Supporting a Friend After a Sexual Assault

If the assault has just occurred

  • Make sure you and your friend are in a safe location.
  • Offer to stay with your friend or to call another caring friend to stay with him/her. In order to preserve evidence, remind your friend not to wash, eat, drink, douche, clean, use the bathroom (if possible), or change clothes.

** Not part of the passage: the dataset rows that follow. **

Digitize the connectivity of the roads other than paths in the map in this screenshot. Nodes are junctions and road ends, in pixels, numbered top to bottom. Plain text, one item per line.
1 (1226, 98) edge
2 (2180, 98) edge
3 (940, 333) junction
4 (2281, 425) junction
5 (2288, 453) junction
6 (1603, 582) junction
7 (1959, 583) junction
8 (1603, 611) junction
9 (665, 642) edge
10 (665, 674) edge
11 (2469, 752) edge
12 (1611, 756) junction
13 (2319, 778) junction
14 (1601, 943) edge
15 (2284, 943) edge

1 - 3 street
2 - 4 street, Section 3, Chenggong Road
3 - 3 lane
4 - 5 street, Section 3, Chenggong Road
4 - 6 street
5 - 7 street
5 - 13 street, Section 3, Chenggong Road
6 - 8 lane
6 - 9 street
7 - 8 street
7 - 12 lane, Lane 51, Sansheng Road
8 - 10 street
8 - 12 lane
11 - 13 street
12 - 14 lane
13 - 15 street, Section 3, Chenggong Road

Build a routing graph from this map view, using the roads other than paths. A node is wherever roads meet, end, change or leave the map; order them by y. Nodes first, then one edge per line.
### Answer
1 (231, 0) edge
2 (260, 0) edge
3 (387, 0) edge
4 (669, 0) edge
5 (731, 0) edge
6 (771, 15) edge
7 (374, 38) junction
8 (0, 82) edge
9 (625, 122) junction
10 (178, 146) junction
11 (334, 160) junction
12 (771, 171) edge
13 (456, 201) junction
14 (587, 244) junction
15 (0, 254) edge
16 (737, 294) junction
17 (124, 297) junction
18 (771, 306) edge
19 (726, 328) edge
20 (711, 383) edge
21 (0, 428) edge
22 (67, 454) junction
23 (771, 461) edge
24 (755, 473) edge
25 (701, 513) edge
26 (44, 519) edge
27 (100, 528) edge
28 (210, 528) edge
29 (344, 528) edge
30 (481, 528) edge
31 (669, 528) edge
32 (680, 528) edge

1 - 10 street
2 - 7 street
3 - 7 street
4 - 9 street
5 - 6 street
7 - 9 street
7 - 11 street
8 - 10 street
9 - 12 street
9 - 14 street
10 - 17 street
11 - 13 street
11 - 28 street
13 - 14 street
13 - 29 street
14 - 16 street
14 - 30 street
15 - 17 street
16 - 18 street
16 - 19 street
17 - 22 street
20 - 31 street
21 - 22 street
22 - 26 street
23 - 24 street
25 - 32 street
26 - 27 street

If your friend does change clothes, be sure to save what s/he was wearing in a brown paper bag.
  • Suggest medical treatment at Beth Israel Deaconess Medical Center in Boston or another hospital with a SANE program. 
  • For confidential support and guidance, encourage your friend to review the confidential resources listed here.  
  • Suggest reporting the incident to Babson Public Safety, Wellesley Police and/or any of the other resources listed here.  Remember, it is your friend's decision whether to report the assault or not (your friend's identity will be protected to the maximum extent allowed by law and/or college policy).

How to help anytime

  • Provide your friend with support and comfort and make sure you and your friend are in a location that you and your friend feel safe. Always ask permission before touching or hugging.
  • Always believe your friend. Remember that your friend's behavior did not cause him/her to be assaulted.  Tell him/her: "I'm glad you told me. I believe you and I'm sorry this happened."
  • When your friend is speaking, listen non-judgmentally and validate your friend's distress. Don't ask your friend to tell you more than s/he wants.
  • Remember that silence is acceptable - your friend may not want to talk but may simply not want to be alone.
  • Allow your friend the freedom to choose when, where, and how to talk about the assault. Avoid blaming questions or statements, such as "Why did you go there?", "Why didn't you tell me sooner?", "That wasn't a good idea." 
  • Remind your friend of the options available regarding medical care, counseling, and reporting. Remember, you can encourage (but not force) your friend report the assault or seek medical care.

Resist escalating violence

  • Your friend has come to you for help.  Satisfying your desire for revenge isn't going to help him/her.

Get help for yourself

  • If you're feeling angry, helpless, confused or hurt, get help for yourself. Many of the resources listed on the resource page are available to you as well.